#### What you have to do
Each line of the records that holds the word "pinky" should be copied out.

#### Records supplied
- - - -
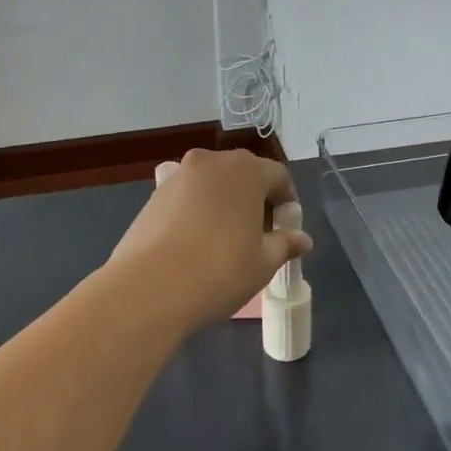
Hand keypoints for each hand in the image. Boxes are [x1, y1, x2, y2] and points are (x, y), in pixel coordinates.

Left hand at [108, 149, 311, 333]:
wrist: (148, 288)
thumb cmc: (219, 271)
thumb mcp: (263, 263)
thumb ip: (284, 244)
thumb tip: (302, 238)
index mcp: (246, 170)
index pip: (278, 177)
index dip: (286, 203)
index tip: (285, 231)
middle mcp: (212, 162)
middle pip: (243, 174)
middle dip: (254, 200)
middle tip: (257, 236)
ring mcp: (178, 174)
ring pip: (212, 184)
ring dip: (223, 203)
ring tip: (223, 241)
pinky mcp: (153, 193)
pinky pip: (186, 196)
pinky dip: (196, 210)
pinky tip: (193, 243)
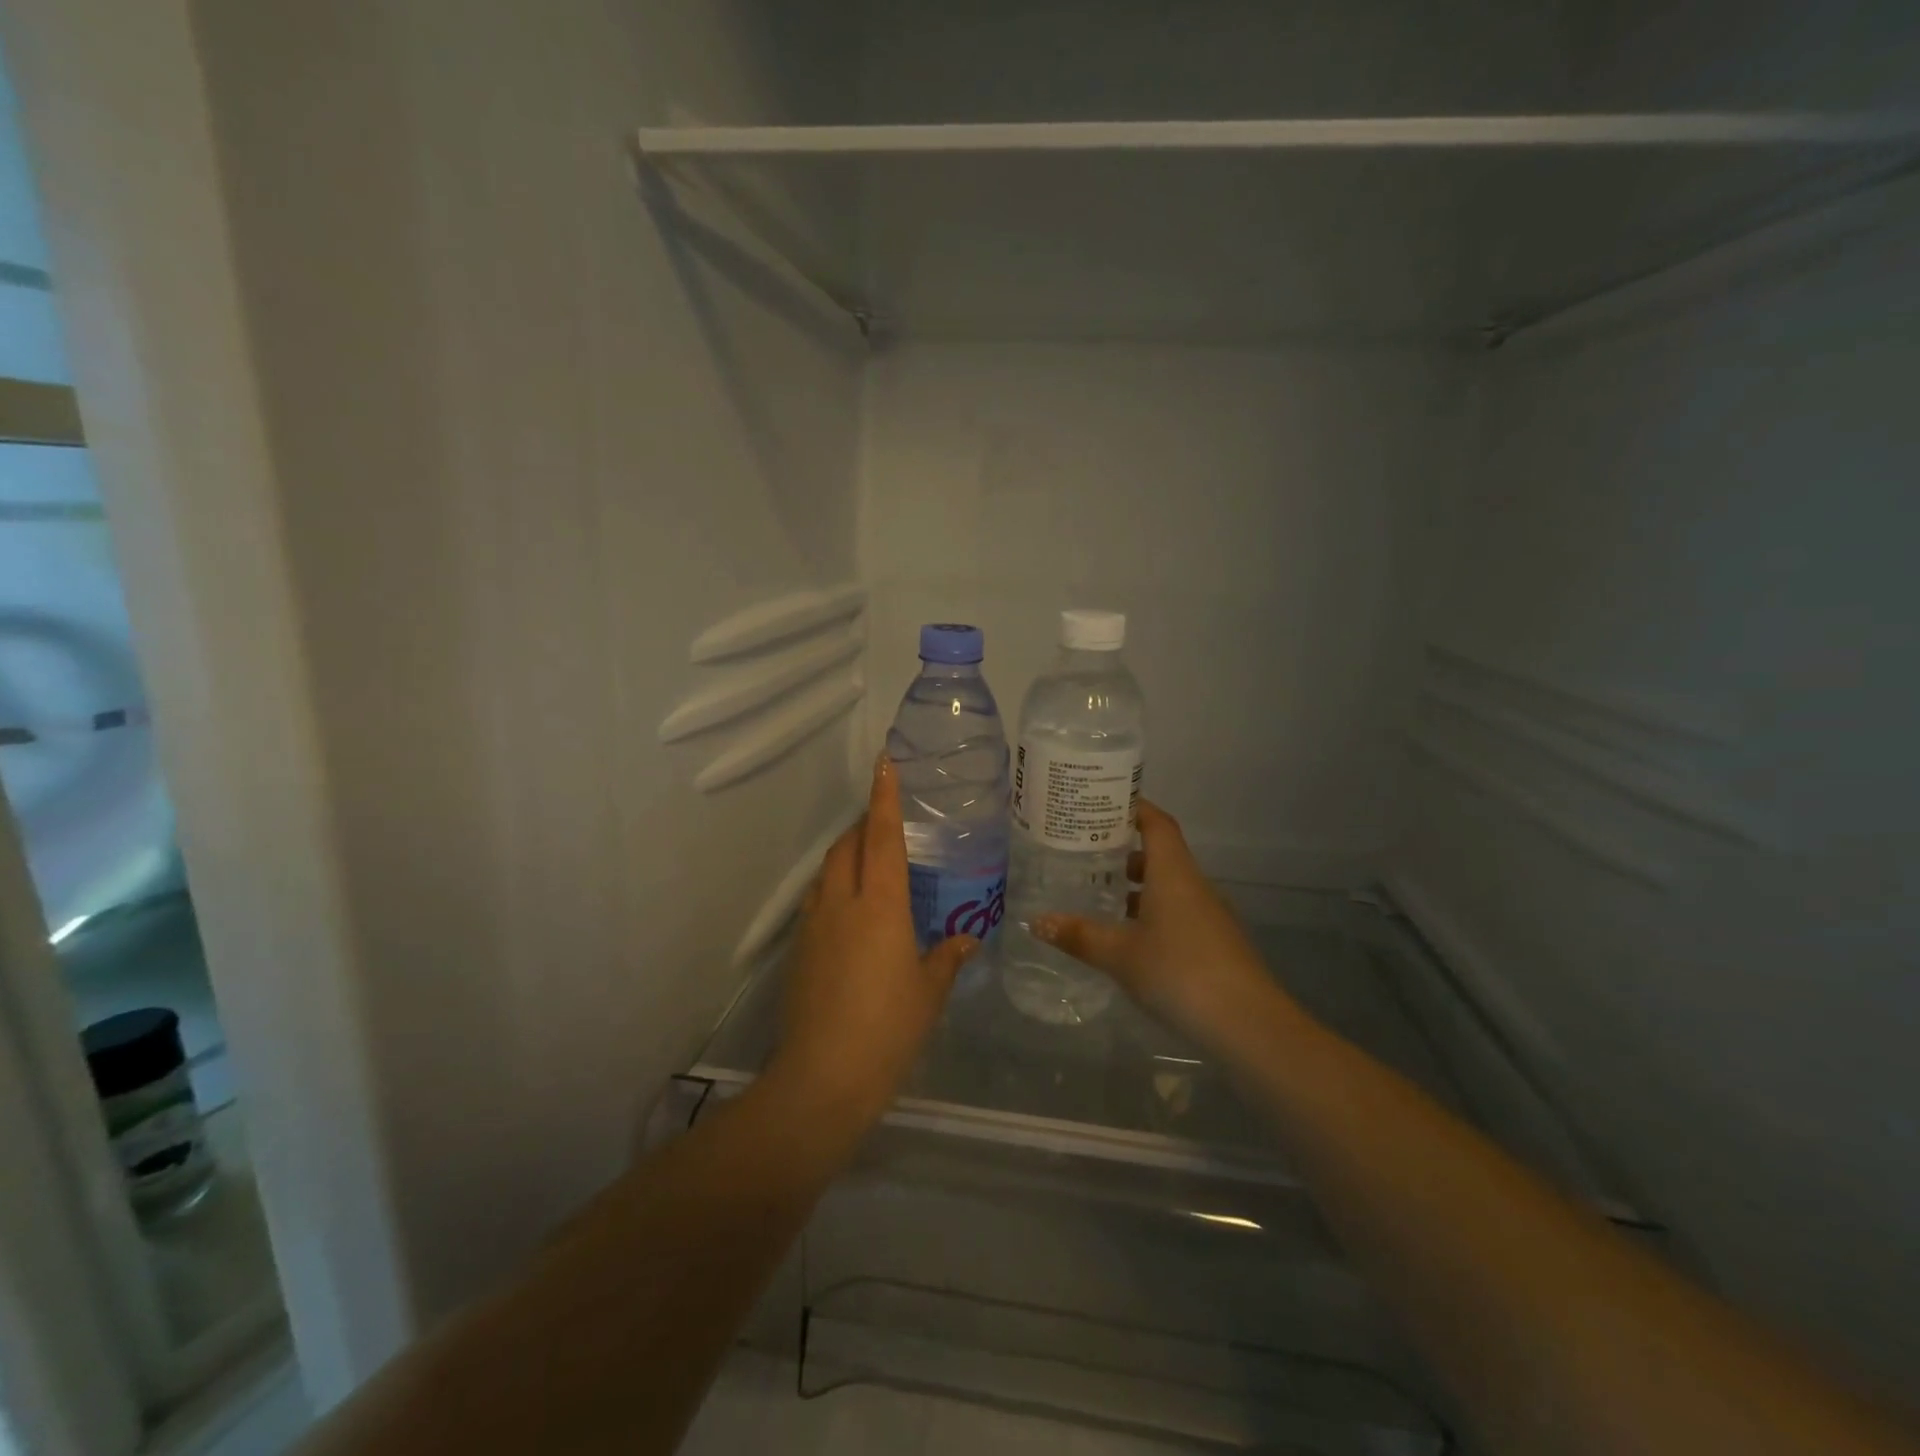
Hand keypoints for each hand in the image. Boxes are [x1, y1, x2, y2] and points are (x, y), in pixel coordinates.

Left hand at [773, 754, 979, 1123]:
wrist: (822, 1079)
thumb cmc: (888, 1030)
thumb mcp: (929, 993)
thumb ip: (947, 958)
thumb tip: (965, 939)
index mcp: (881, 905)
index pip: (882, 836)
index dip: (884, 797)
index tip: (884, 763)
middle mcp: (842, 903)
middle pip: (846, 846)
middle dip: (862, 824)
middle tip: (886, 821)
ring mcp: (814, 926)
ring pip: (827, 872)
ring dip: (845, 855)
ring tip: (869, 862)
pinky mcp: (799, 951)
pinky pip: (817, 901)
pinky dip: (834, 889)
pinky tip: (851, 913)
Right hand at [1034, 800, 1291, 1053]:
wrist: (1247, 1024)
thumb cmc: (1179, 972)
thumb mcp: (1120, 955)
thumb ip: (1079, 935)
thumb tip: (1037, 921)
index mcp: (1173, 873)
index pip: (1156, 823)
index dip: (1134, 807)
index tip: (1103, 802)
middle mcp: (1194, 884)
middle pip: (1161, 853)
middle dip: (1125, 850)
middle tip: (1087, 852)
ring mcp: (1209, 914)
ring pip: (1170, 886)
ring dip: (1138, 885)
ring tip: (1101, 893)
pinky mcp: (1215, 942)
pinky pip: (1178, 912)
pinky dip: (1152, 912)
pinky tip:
- - - -
#### Answer to this exercise
pinky mcp: (153, 193)
pinky pip: (186, 196)
pinky dip: (196, 210)
pinky tip: (193, 243)
pinky mcp: (799, 951)
pinky pip: (817, 901)
pinky dip: (834, 889)
pinky tip: (851, 913)
pinky mcp: (1215, 942)
pinky pip: (1178, 912)
pinky dip: (1152, 912)
pinky tip:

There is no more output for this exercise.